A. I protested against operations, but after my own operation when living conditions in camp allowed me to do it.
Q. They did not ask you to consent to this operation before you were operated on, did they?
A. I was not asked anything by anybody. When I was taken to the hospital I was sure that I was going to be shot down, because I remember that all my comrades belonging to the same transport who had boon shot down were taken out of the blocks in the same way.
Q. Now, do you know approximately how many women were operated on experimentally at Ravensbrueck while you were there?
A. Yes, I remember quite well. Seventy-five Polish women were operated.
Q. And did any of them die as a result of these operations?

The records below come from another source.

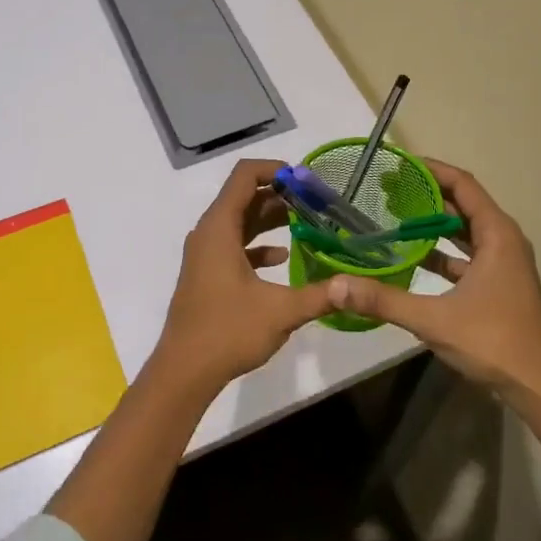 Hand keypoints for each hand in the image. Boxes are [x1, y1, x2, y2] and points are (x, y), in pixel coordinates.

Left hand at [151, 159, 331, 397]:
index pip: (245, 175)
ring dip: (270, 218)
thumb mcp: (281, 312)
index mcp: (220, 227)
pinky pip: (234, 245)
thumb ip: (321, 295)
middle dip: (280, 195)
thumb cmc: (228, 331)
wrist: (184, 371)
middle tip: (316, 203)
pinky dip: (258, 244)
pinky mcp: (207, 273)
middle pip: (244, 196)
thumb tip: (356, 286)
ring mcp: (205, 254)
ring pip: (240, 221)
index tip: (306, 181)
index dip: (275, 169)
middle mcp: (208, 232)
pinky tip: (284, 258)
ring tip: (307, 223)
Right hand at [323, 158, 540, 412]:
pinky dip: (440, 251)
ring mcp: (502, 264)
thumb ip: (384, 300)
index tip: (397, 164)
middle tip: (385, 189)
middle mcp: (503, 241)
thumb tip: (336, 286)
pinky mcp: (497, 285)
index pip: (462, 184)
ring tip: (392, 216)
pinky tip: (410, 258)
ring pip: (464, 231)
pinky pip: (465, 256)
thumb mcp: (434, 320)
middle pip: (463, 203)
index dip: (430, 169)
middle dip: (426, 193)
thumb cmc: (495, 342)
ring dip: (432, 223)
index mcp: (497, 234) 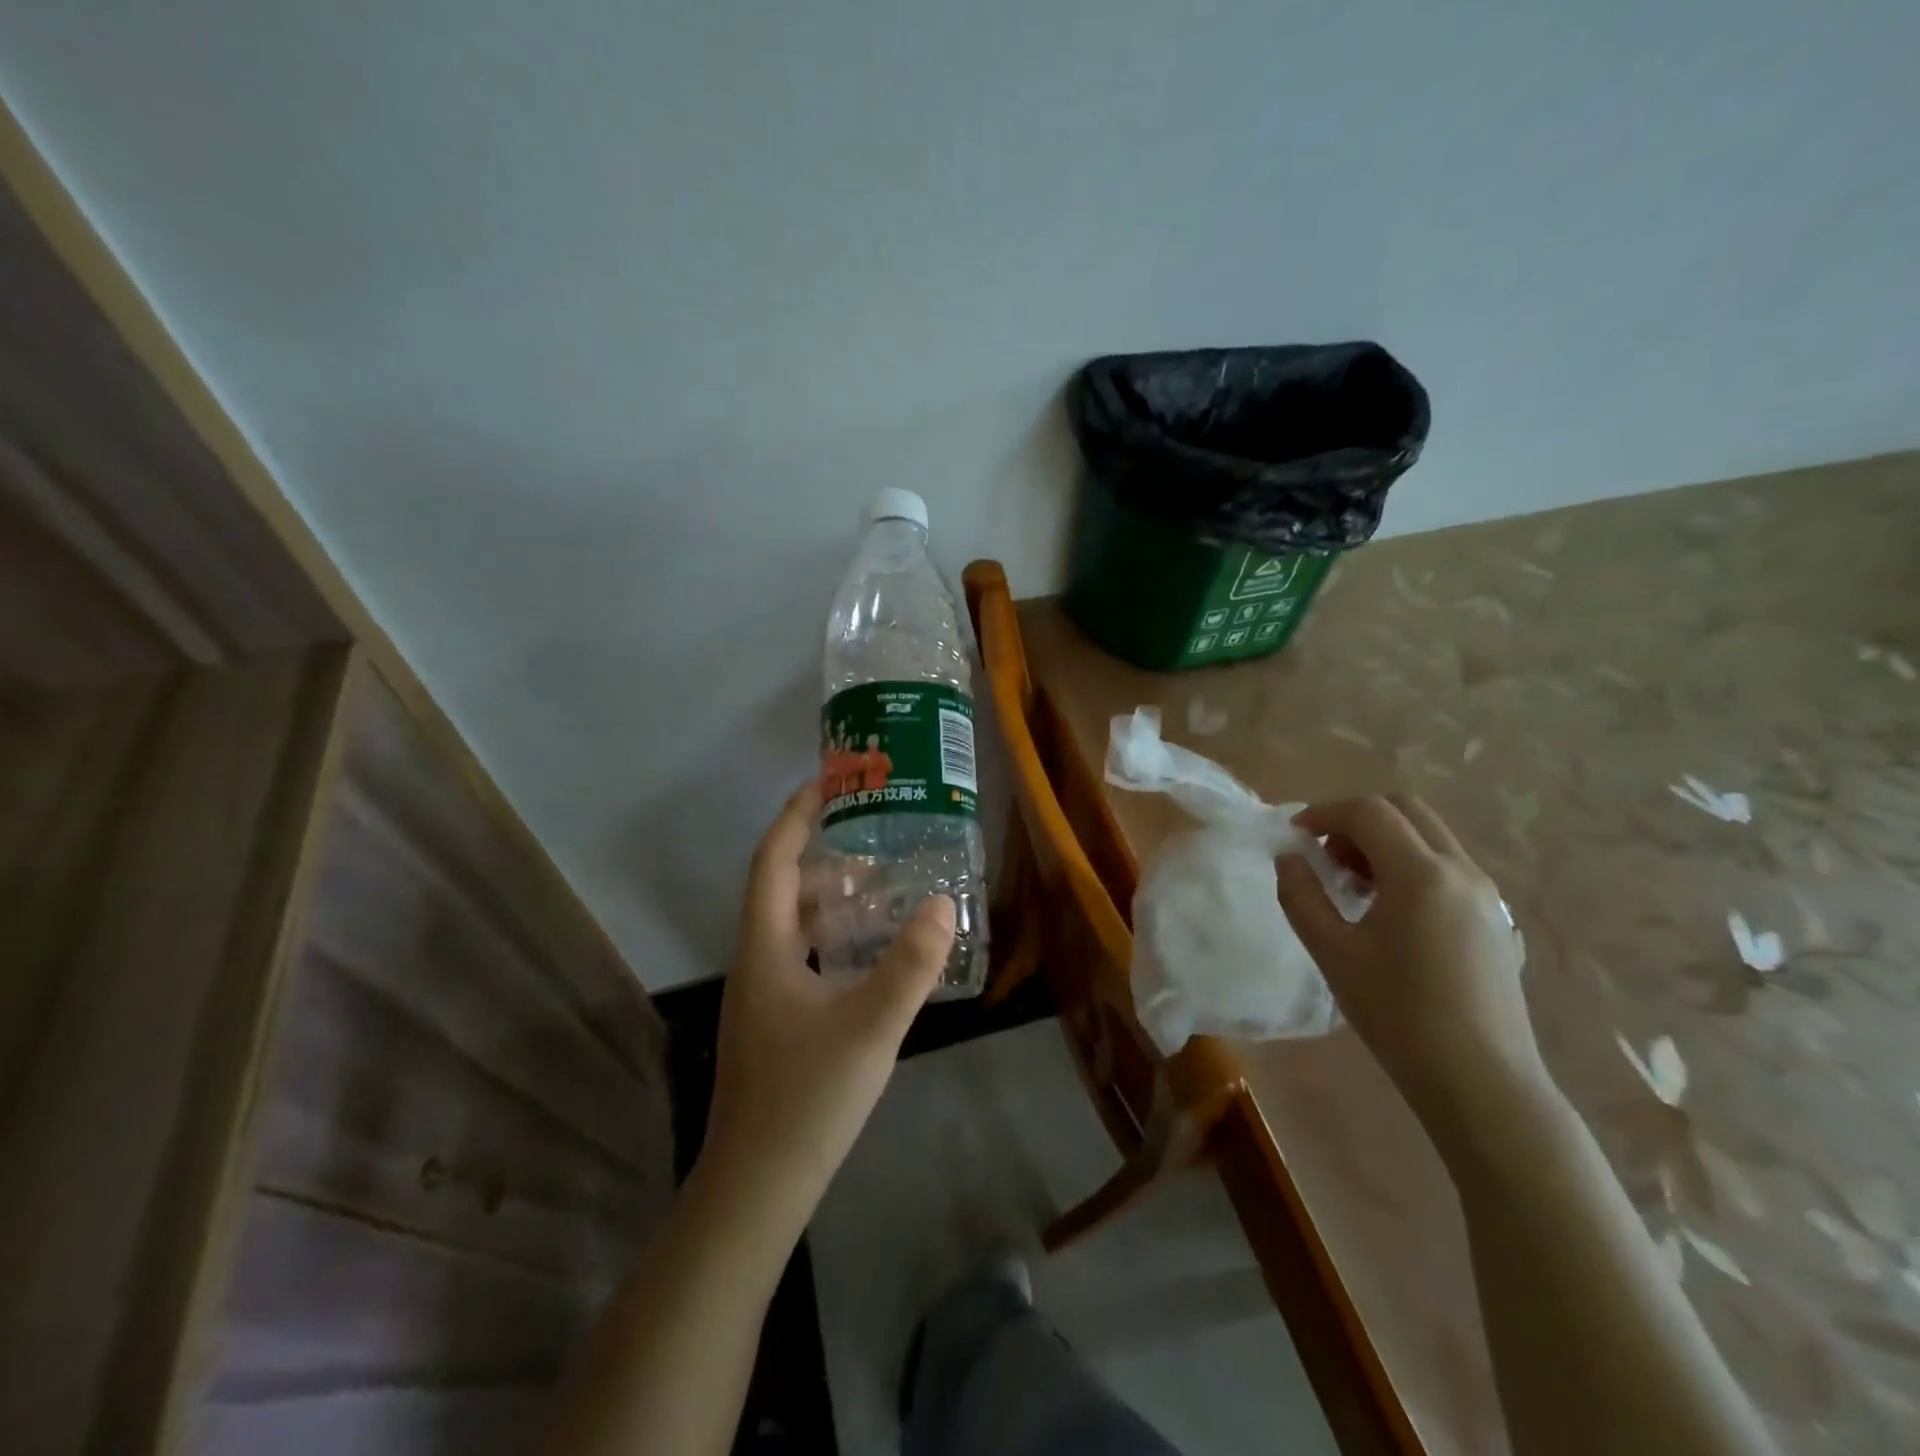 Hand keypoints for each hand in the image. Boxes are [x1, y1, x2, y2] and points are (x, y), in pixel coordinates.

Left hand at [700, 782, 955, 1235]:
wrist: (757, 1189)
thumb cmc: (807, 1099)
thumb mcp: (870, 1025)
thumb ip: (911, 964)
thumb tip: (944, 902)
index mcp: (766, 948)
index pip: (775, 861)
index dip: (797, 816)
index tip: (828, 782)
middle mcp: (757, 962)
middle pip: (786, 890)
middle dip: (827, 859)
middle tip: (877, 843)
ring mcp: (764, 996)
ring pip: (796, 928)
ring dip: (834, 902)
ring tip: (884, 892)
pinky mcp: (776, 1024)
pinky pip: (805, 959)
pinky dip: (836, 941)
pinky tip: (872, 956)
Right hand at [1276, 794, 1542, 1134]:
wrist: (1482, 1083)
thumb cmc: (1398, 1016)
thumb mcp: (1332, 953)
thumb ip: (1301, 896)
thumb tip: (1290, 858)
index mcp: (1421, 874)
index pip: (1368, 812)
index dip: (1324, 813)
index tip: (1294, 835)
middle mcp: (1461, 871)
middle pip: (1406, 810)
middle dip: (1357, 819)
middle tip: (1325, 854)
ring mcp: (1487, 896)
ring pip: (1430, 837)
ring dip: (1385, 841)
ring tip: (1352, 885)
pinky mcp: (1496, 921)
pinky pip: (1449, 868)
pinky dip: (1411, 865)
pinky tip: (1391, 913) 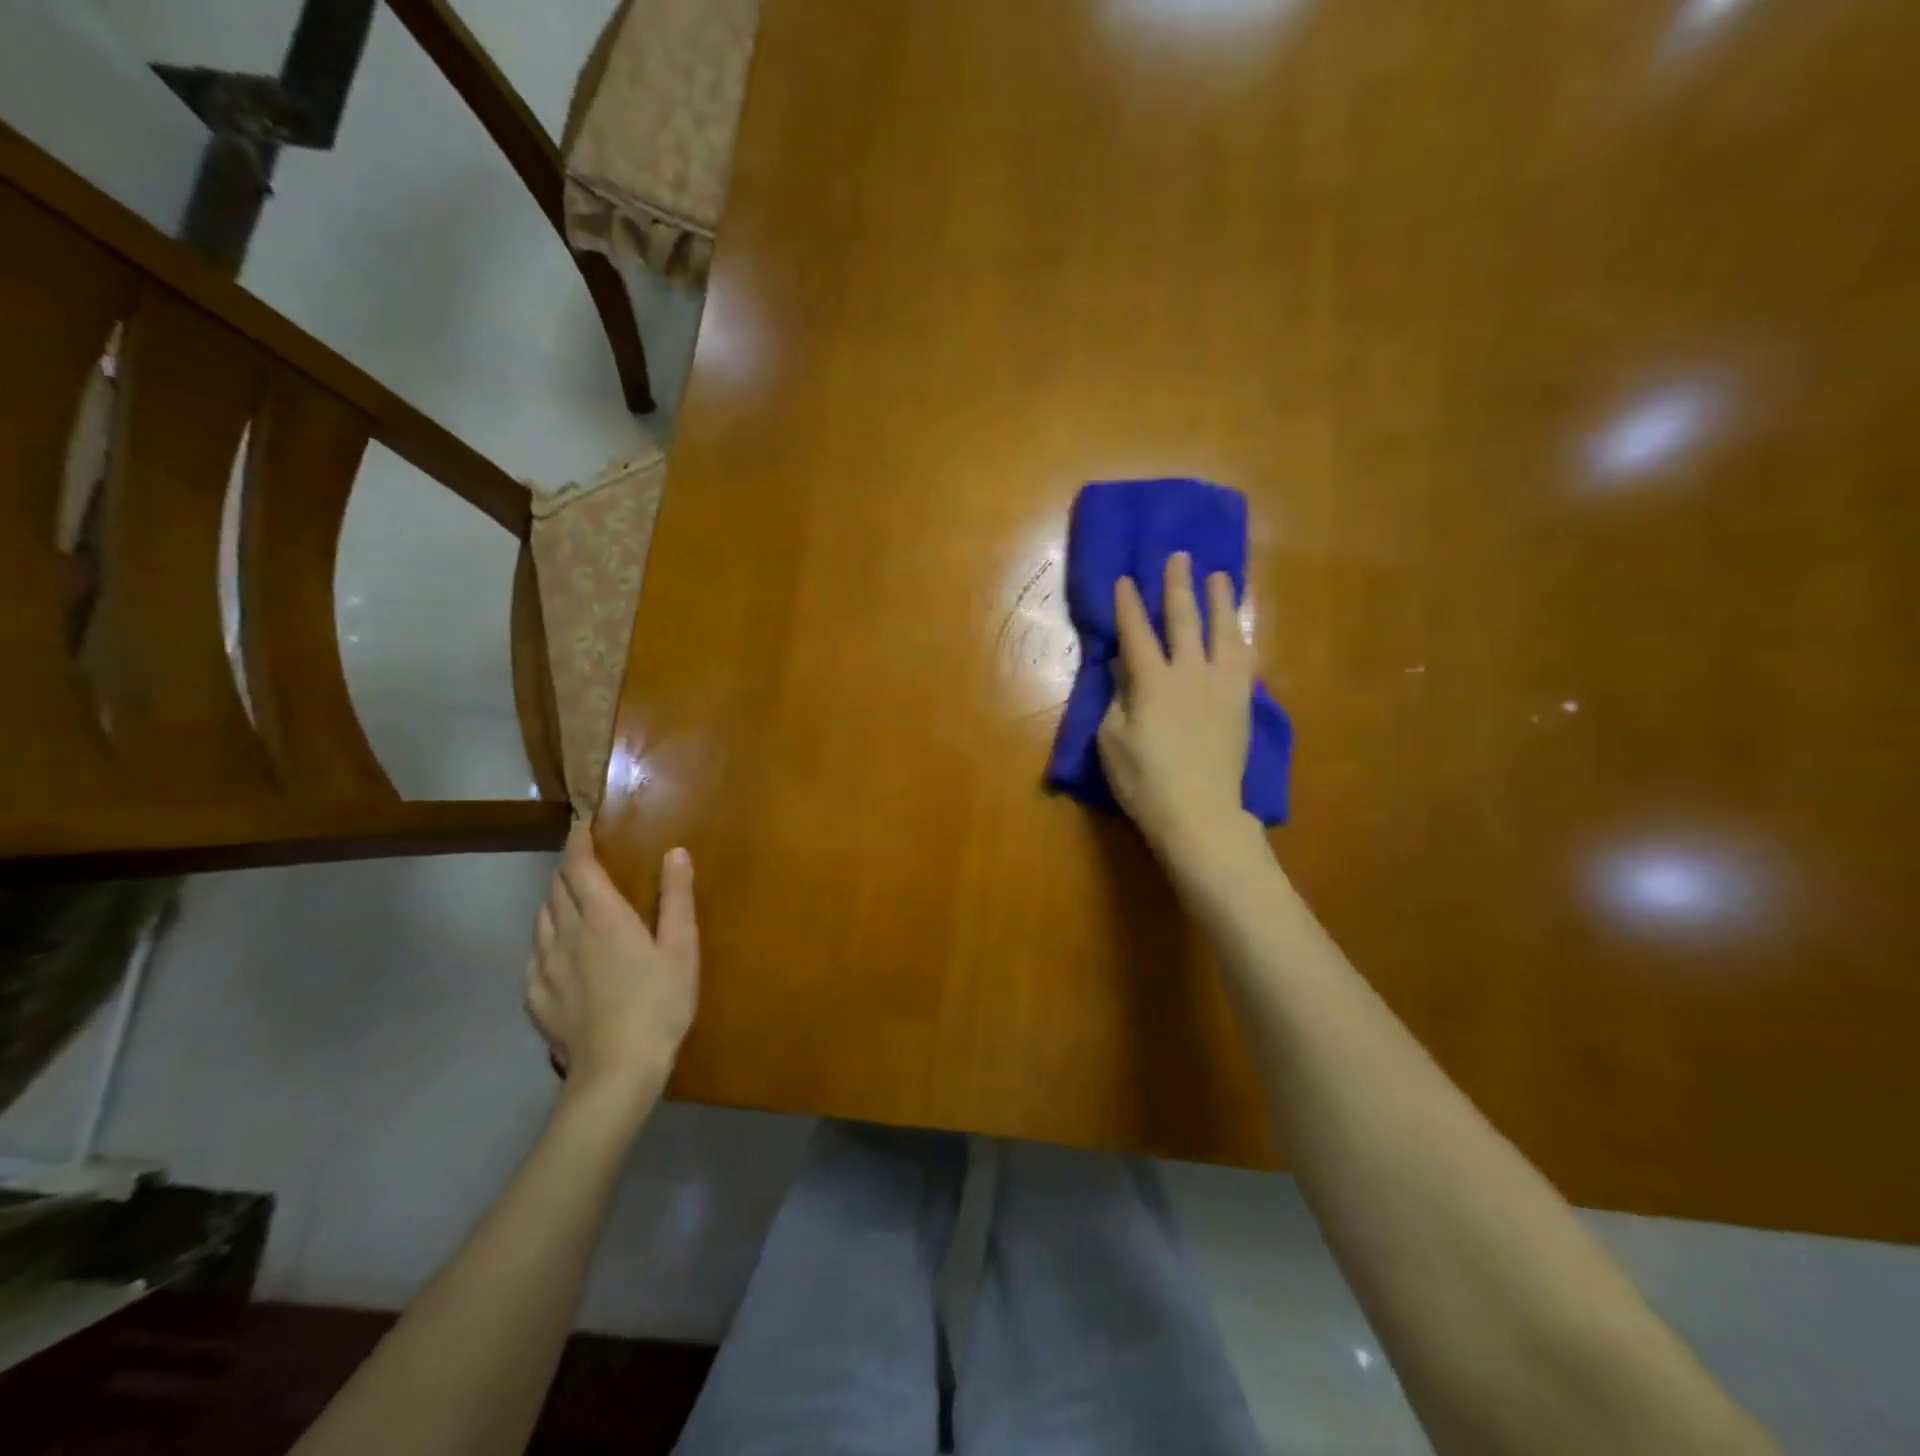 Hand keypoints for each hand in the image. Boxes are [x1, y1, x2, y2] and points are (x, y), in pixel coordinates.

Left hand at [527, 822, 698, 1119]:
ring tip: (573, 902)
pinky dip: (546, 938)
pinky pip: (534, 954)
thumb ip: (676, 897)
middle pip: (555, 889)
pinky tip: (560, 952)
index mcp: (602, 917)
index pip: (578, 866)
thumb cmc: (659, 1003)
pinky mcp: (536, 998)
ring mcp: (544, 968)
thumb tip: (675, 851)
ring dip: (554, 901)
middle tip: (587, 863)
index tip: (582, 823)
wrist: (616, 1072)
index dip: (577, 841)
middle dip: (568, 869)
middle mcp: (565, 934)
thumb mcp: (682, 947)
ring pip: (540, 919)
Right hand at [1097, 552, 1261, 873]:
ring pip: (1222, 632)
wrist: (1199, 812)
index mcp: (1152, 682)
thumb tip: (1121, 666)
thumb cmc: (1144, 780)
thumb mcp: (1111, 740)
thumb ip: (1117, 698)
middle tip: (1179, 557)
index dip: (1128, 605)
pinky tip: (1238, 629)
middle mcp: (1189, 673)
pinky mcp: (1241, 703)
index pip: (1136, 633)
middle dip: (1178, 587)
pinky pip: (1244, 660)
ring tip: (1219, 577)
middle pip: (1184, 620)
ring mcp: (1221, 686)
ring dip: (1219, 601)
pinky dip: (1240, 638)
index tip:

A. Yes. I remember quite well that five of my comrades who had been operated on died. After my operation two of my comrades died. One was lying near me in the hospital and the second was in the same room. The name of the first was Krokopsky Kasimira, and the second Ketzel Sofia. Besides died Bruce Alsky, Evinov Itchinila and Kruska.
Q. Now, were you women who were subjected to these operations known in the camp as "guinea pigs"?
A. Yes, the very well known name was "guinea pigs" to describe us.
Q. Now just before the end of the war, did they make -- did the Germans in Ravensbrueck make any effort to gather together all of you so-called guinea pigs?
A. Yes. At the beginning of the year 1944 all operated women were put into one block. On the 4th of February 1945 I remember that the chief of the block road off our names written down on the list. He told us that we were not allowed to leave the block the next day. We knew that this procedure on such a list meant execution and we knew that we would probably be executed because we knew that six of our comrades had been shot down before.